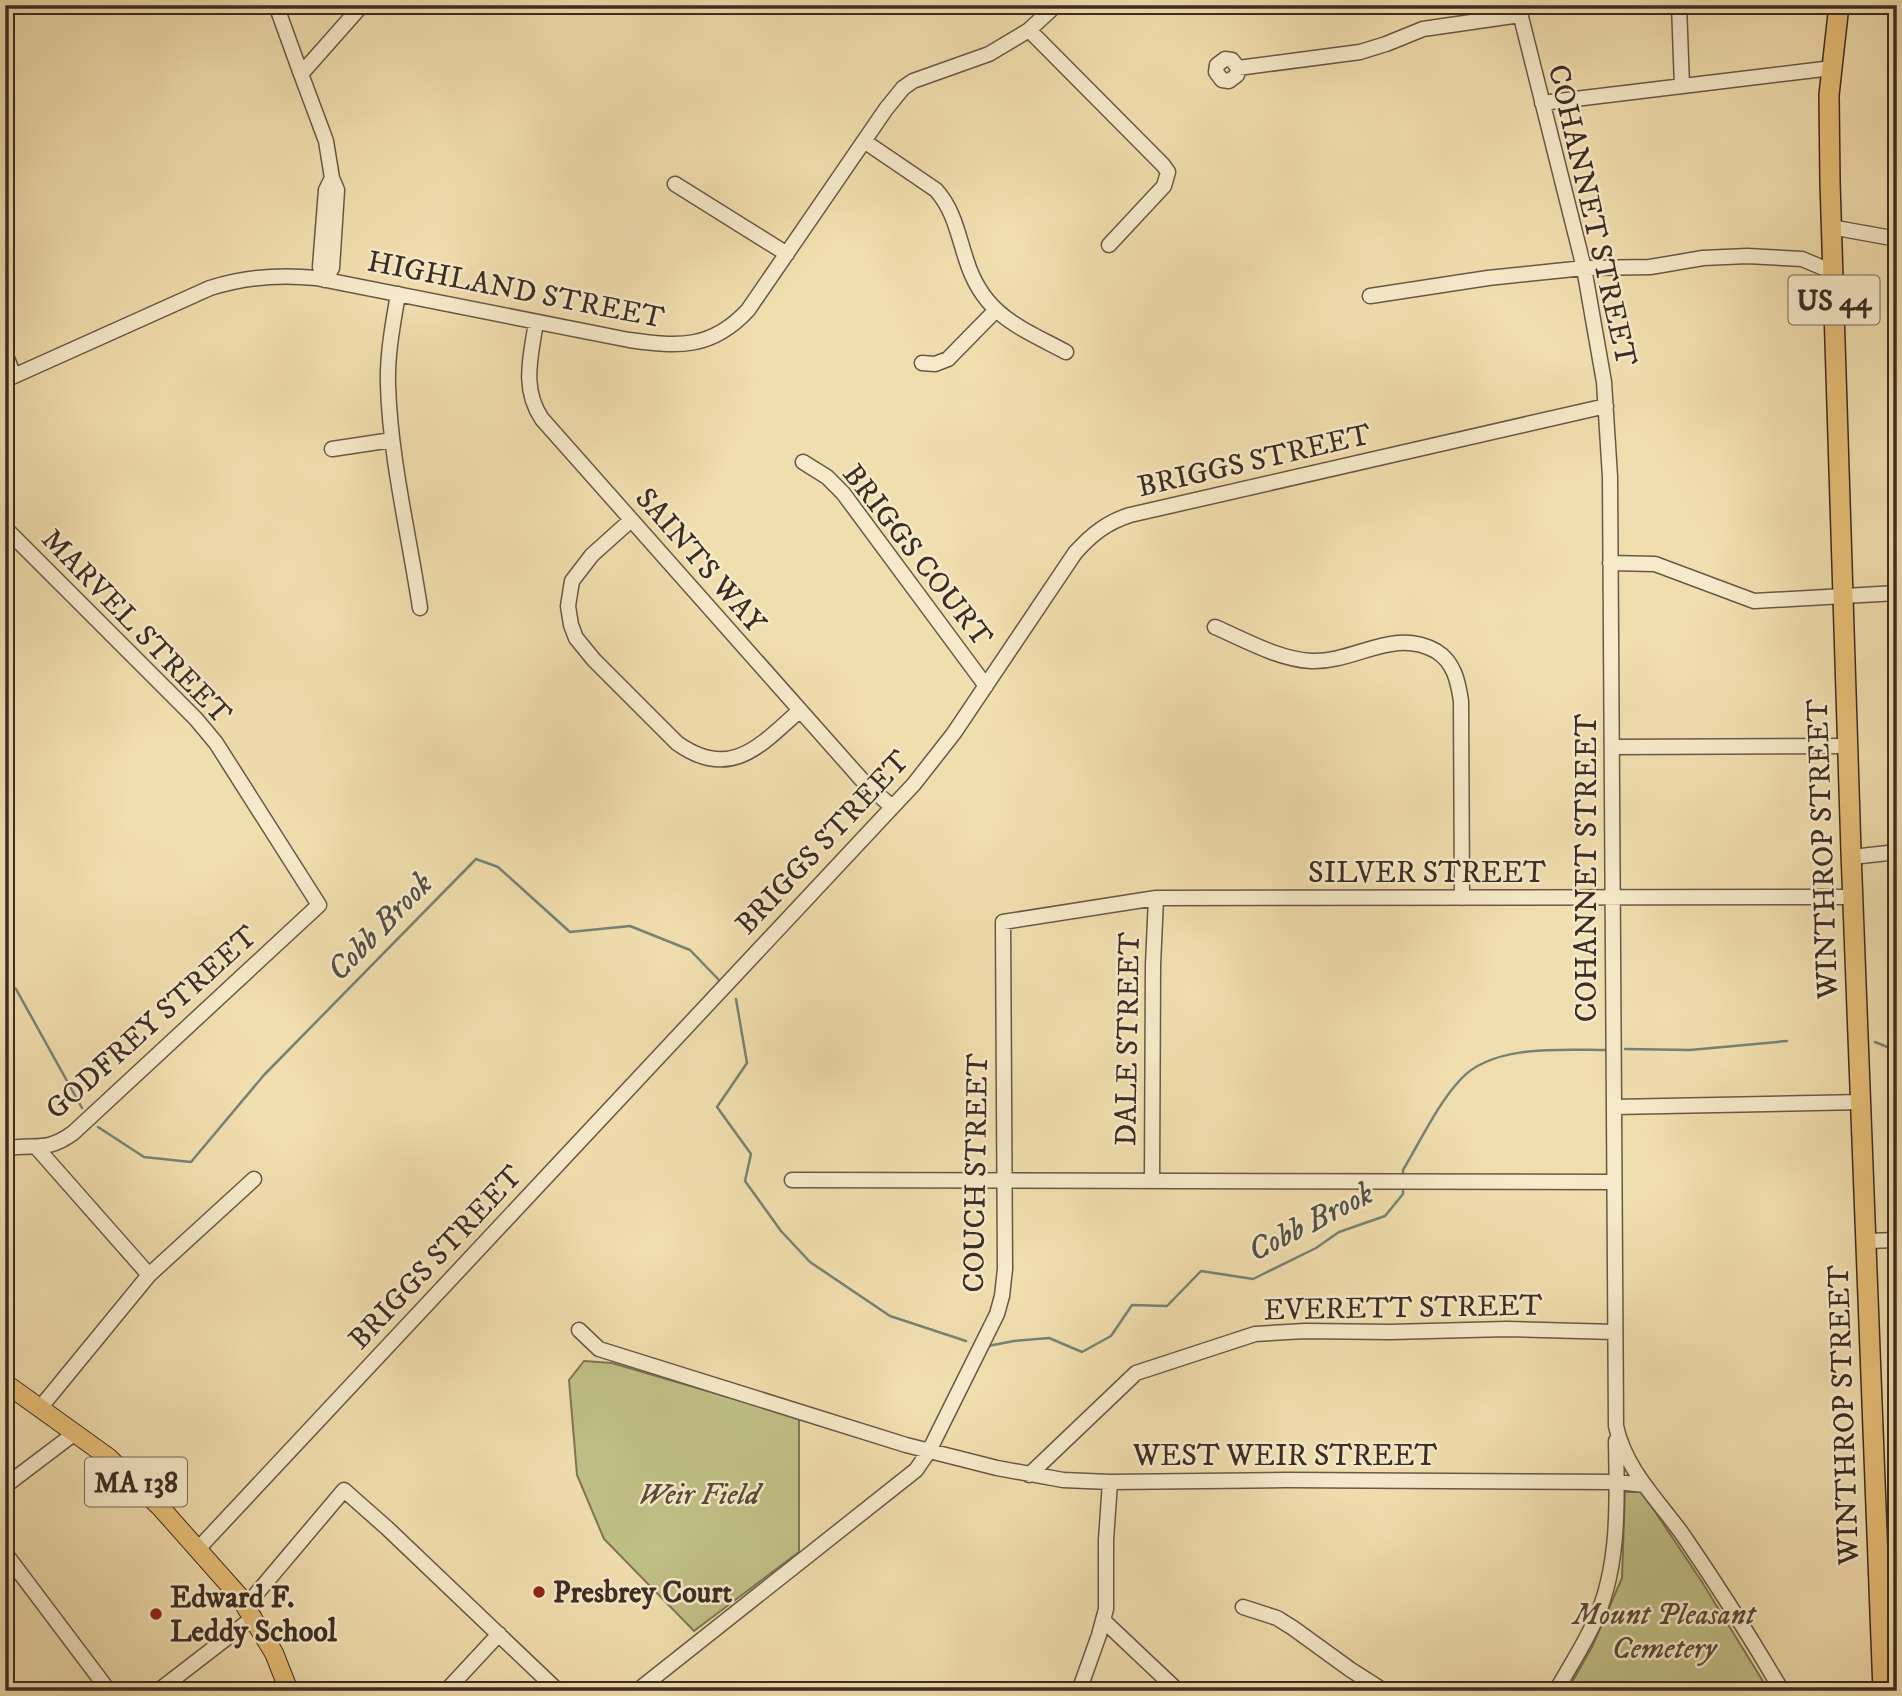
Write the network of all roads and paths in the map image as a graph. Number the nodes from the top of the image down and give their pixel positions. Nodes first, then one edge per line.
1 (276, 5) edge
2 (362, 5) edge
3 (1056, 5) edge
4 (1679, 5) edge
5 (1839, 5) edge
6 (1519, 10) edge
7 (1029, 30) junction
8 (1238, 68) dead end
9 (1832, 68) junction
10 (301, 74) junction
11 (1682, 86) junction
12 (1542, 103) junction
13 (864, 141) junction
14 (675, 184) dead end
15 (1831, 227) junction
16 (1897, 239) edge
17 (1109, 245) dead end
18 (787, 254) junction
19 (1584, 268) junction
20 (1833, 272) junction
21 (325, 280) junction
22 (398, 294) junction
23 (1370, 296) dead end
24 (995, 311) junction
25 (536, 322) junction
26 (1066, 352) dead end
27 (5, 353) edge
28 (922, 363) dead end
29 (10, 378) edge
30 (1606, 406) junction
31 (392, 440) junction
32 (332, 449) dead end
33 (803, 462) dead end
34 (631, 520) junction
35 (5, 528) edge
36 (1610, 563) junction
37 (1897, 593) edge
38 (1843, 594) junction
39 (419, 608) dead end
40 (1215, 627) dead end
41 (986, 686) junction
42 (799, 711) junction
43 (1849, 746) junction
44 (1612, 747) junction
45 (892, 807) junction
46 (1897, 852) edge
47 (1852, 857) junction
48 (1156, 898) junction
49 (1462, 898) junction
50 (1612, 898) junction
51 (1853, 898) junction
52 (319, 905) joint
53 (1003, 922) joint
54 (1862, 1102) junction
55 (1614, 1107) junction
56 (37, 1148) junction
57 (5, 1149) edge
58 (254, 1179) dead end
59 (792, 1180) dead end
60 (1004, 1180) junction
61 (1152, 1181) junction
62 (1614, 1182) junction
63 (1897, 1240) edge
64 (1867, 1241) junction
65 (149, 1275) junction
66 (579, 1329) dead end
67 (1615, 1332) junction
68 (5, 1383) edge
69 (40, 1408) junction
70 (1616, 1426) junction
71 (75, 1433) junction
72 (929, 1451) junction
73 (1029, 1475) junction
74 (1110, 1482) junction
75 (1617, 1482) junction
76 (1644, 1485) junction
77 (5, 1486) edge
78 (197, 1550) junction
79 (5, 1553) edge
80 (1243, 1607) dead end
81 (250, 1611) junction
82 (1104, 1621) junction
83 (499, 1634) junction
84 (109, 1691) edge
85 (158, 1691) edge
86 (289, 1691) edge
87 (446, 1691) edge
88 (558, 1691) edge
89 (637, 1691) edge
90 (1079, 1691) edge
91 (1178, 1691) edge
92 (1384, 1691) edge
93 (1556, 1691) edge
94 (1782, 1691) edge
95 (1882, 1691) edge

1 - 10 street
2 - 10 street
3 - 7 street, HIGHLAND STREET
4 - 11 street
5 - 9 highway, WINTHROP STREET / US 44
6 - 8 street
6 - 12 street, COHANNET STREET
7 - 13 street, HIGHLAND STREET
7 - 17 street
9 - 11 street
9 - 15 highway, WINTHROP STREET / US 44
10 - 21 street
11 - 12 street
12 - 19 street, COHANNET STREET
13 - 18 street, HIGHLAND STREET
13 - 24 street
14 - 18 street
15 - 16 street
15 - 20 highway, WINTHROP STREET / US 44
18 - 25 street, HIGHLAND STREET
19 - 20 street
19 - 23 street
19 - 30 street, COHANNET STREET
20 - 38 highway, WINTHROP STREET / US 44
21 - 22 street, HIGHLAND STREET
21 - 29 street, HIGHLAND STREET
22 - 25 street, HIGHLAND STREET
22 - 31 street
24 - 26 street
24 - 28 street
25 - 34 street, SAINTS WAY
27 - 29 street
30 - 36 street, COHANNET STREET
30 - 41 street, BRIGGS STREET
31 - 32 street
31 - 39 street
33 - 41 street, BRIGGS COURT
34 - 42 street, SAINTS WAY
34 - 42 street
35 - 52 street, MARVEL STREET
36 - 38 street
36 - 44 street, COHANNET STREET
37 - 38 street
38 - 43 highway, WINTHROP STREET / US 44
40 - 49 street
41 - 45 street, BRIGGS STREET
42 - 45 street, SAINTS WAY
43 - 44 street
43 - 47 highway, WINTHROP STREET / US 44
44 - 50 street, COHANNET STREET
45 - 78 street, BRIGGS STREET
46 - 47 street
47 - 51 highway, WINTHROP STREET / US 44
48 - 49 street, SILVER STREET
48 - 53 street, SILVER STREET
48 - 61 street, DALE STREET
49 - 50 street, SILVER STREET
50 - 51 street, SILVER STREET
50 - 55 street, COHANNET STREET
51 - 54 highway, WINTHROP STREET / US 44
52 - 56 street, GODFREY STREET
53 - 60 street, COUCH STREET
54 - 55 street
54 - 64 highway, WINTHROP STREET / US 44
55 - 62 street, COHANNET STREET
56 - 57 street, GODFREY STREET
56 - 65 street
58 - 65 street
59 - 60 street
60 - 61 street
60 - 72 street, COUCH STREET
61 - 62 street
62 - 67 street, COHANNET STREET
63 - 64 street
64 - 95 highway, WINTHROP STREET / US 44
65 - 69 street
66 - 72 street, WEST WEIR STREET
67 - 70 street, COHANNET STREET
67 - 73 street, EVERETT STREET
68 - 69 main road, MA 138
69 - 71 main road, MA 138
70 - 75 street
70 - 76 street, COHANNET STREET
71 - 77 street
71 - 78 main road, MA 138
72 - 73 street, WEST WEIR STREET
72 - 89 street, COUCH STREET
73 - 74 street, WEST WEIR STREET
74 - 75 street, WEST WEIR STREET
74 - 82 street
75 - 76 street, WEST WEIR STREET
75 - 93 street
76 - 94 street, COHANNET STREET
78 - 81 main road, MA 138
79 - 84 street
80 - 92 street
81 - 83 street
81 - 85 street
81 - 86 main road, MA 138
82 - 90 street
82 - 91 street
83 - 87 street
83 - 88 street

++++++++

Exercise =>
Print the data above exactly, minus pictures.

Result for this exercise =>
Write the network of all roads and paths in the map image as a graph. Number the nodes from the top of the image down and give their pixel positions. Nodes first, then one edge per line.
1 (276, 5) edge
2 (362, 5) edge
3 (1056, 5) edge
4 (1679, 5) edge
5 (1839, 5) edge
6 (1519, 10) edge
7 (1029, 30) junction
8 (1238, 68) dead end
9 (1832, 68) junction
10 (301, 74) junction
11 (1682, 86) junction
12 (1542, 103) junction
13 (864, 141) junction
14 (675, 184) dead end
15 (1831, 227) junction
16 (1897, 239) edge
17 (1109, 245) dead end
18 (787, 254) junction
19 (1584, 268) junction
20 (1833, 272) junction
21 (325, 280) junction
22 (398, 294) junction
23 (1370, 296) dead end
24 (995, 311) junction
25 (536, 322) junction
26 (1066, 352) dead end
27 (5, 353) edge
28 (922, 363) dead end
29 (10, 378) edge
30 (1606, 406) junction
31 (392, 440) junction
32 (332, 449) dead end
33 (803, 462) dead end
34 (631, 520) junction
35 (5, 528) edge
36 (1610, 563) junction
37 (1897, 593) edge
38 (1843, 594) junction
39 (419, 608) dead end
40 (1215, 627) dead end
41 (986, 686) junction
42 (799, 711) junction
43 (1849, 746) junction
44 (1612, 747) junction
45 (892, 807) junction
46 (1897, 852) edge
47 (1852, 857) junction
48 (1156, 898) junction
49 (1462, 898) junction
50 (1612, 898) junction
51 (1853, 898) junction
52 (319, 905) joint
53 (1003, 922) joint
54 (1862, 1102) junction
55 (1614, 1107) junction
56 (37, 1148) junction
57 (5, 1149) edge
58 (254, 1179) dead end
59 (792, 1180) dead end
60 (1004, 1180) junction
61 (1152, 1181) junction
62 (1614, 1182) junction
63 (1897, 1240) edge
64 (1867, 1241) junction
65 (149, 1275) junction
66 (579, 1329) dead end
67 (1615, 1332) junction
68 (5, 1383) edge
69 (40, 1408) junction
70 (1616, 1426) junction
71 (75, 1433) junction
72 (929, 1451) junction
73 (1029, 1475) junction
74 (1110, 1482) junction
75 (1617, 1482) junction
76 (1644, 1485) junction
77 (5, 1486) edge
78 (197, 1550) junction
79 (5, 1553) edge
80 (1243, 1607) dead end
81 (250, 1611) junction
82 (1104, 1621) junction
83 (499, 1634) junction
84 (109, 1691) edge
85 (158, 1691) edge
86 (289, 1691) edge
87 (446, 1691) edge
88 (558, 1691) edge
89 (637, 1691) edge
90 (1079, 1691) edge
91 (1178, 1691) edge
92 (1384, 1691) edge
93 (1556, 1691) edge
94 (1782, 1691) edge
95 (1882, 1691) edge

1 - 10 street
2 - 10 street
3 - 7 street, HIGHLAND STREET
4 - 11 street
5 - 9 highway, WINTHROP STREET / US 44
6 - 8 street
6 - 12 street, COHANNET STREET
7 - 13 street, HIGHLAND STREET
7 - 17 street
9 - 11 street
9 - 15 highway, WINTHROP STREET / US 44
10 - 21 street
11 - 12 street
12 - 19 street, COHANNET STREET
13 - 18 street, HIGHLAND STREET
13 - 24 street
14 - 18 street
15 - 16 street
15 - 20 highway, WINTHROP STREET / US 44
18 - 25 street, HIGHLAND STREET
19 - 20 street
19 - 23 street
19 - 30 street, COHANNET STREET
20 - 38 highway, WINTHROP STREET / US 44
21 - 22 street, HIGHLAND STREET
21 - 29 street, HIGHLAND STREET
22 - 25 street, HIGHLAND STREET
22 - 31 street
24 - 26 street
24 - 28 street
25 - 34 street, SAINTS WAY
27 - 29 street
30 - 36 street, COHANNET STREET
30 - 41 street, BRIGGS STREET
31 - 32 street
31 - 39 street
33 - 41 street, BRIGGS COURT
34 - 42 street, SAINTS WAY
34 - 42 street
35 - 52 street, MARVEL STREET
36 - 38 street
36 - 44 street, COHANNET STREET
37 - 38 street
38 - 43 highway, WINTHROP STREET / US 44
40 - 49 street
41 - 45 street, BRIGGS STREET
42 - 45 street, SAINTS WAY
43 - 44 street
43 - 47 highway, WINTHROP STREET / US 44
44 - 50 street, COHANNET STREET
45 - 78 street, BRIGGS STREET
46 - 47 street
47 - 51 highway, WINTHROP STREET / US 44
48 - 49 street, SILVER STREET
48 - 53 street, SILVER STREET
48 - 61 street, DALE STREET
49 - 50 street, SILVER STREET
50 - 51 street, SILVER STREET
50 - 55 street, COHANNET STREET
51 - 54 highway, WINTHROP STREET / US 44
52 - 56 street, GODFREY STREET
53 - 60 street, COUCH STREET
54 - 55 street
54 - 64 highway, WINTHROP STREET / US 44
55 - 62 street, COHANNET STREET
56 - 57 street, GODFREY STREET
56 - 65 street
58 - 65 street
59 - 60 street
60 - 61 street
60 - 72 street, COUCH STREET
61 - 62 street
62 - 67 street, COHANNET STREET
63 - 64 street
64 - 95 highway, WINTHROP STREET / US 44
65 - 69 street
66 - 72 street, WEST WEIR STREET
67 - 70 street, COHANNET STREET
67 - 73 street, EVERETT STREET
68 - 69 main road, MA 138
69 - 71 main road, MA 138
70 - 75 street
70 - 76 street, COHANNET STREET
71 - 77 street
71 - 78 main road, MA 138
72 - 73 street, WEST WEIR STREET
72 - 89 street, COUCH STREET
73 - 74 street, WEST WEIR STREET
74 - 75 street, WEST WEIR STREET
74 - 82 street
75 - 76 street, WEST WEIR STREET
75 - 93 street
76 - 94 street, COHANNET STREET
78 - 81 main road, MA 138
79 - 84 street
80 - 92 street
81 - 83 street
81 - 85 street
81 - 86 main road, MA 138
82 - 90 street
82 - 91 street
83 - 87 street
83 - 88 street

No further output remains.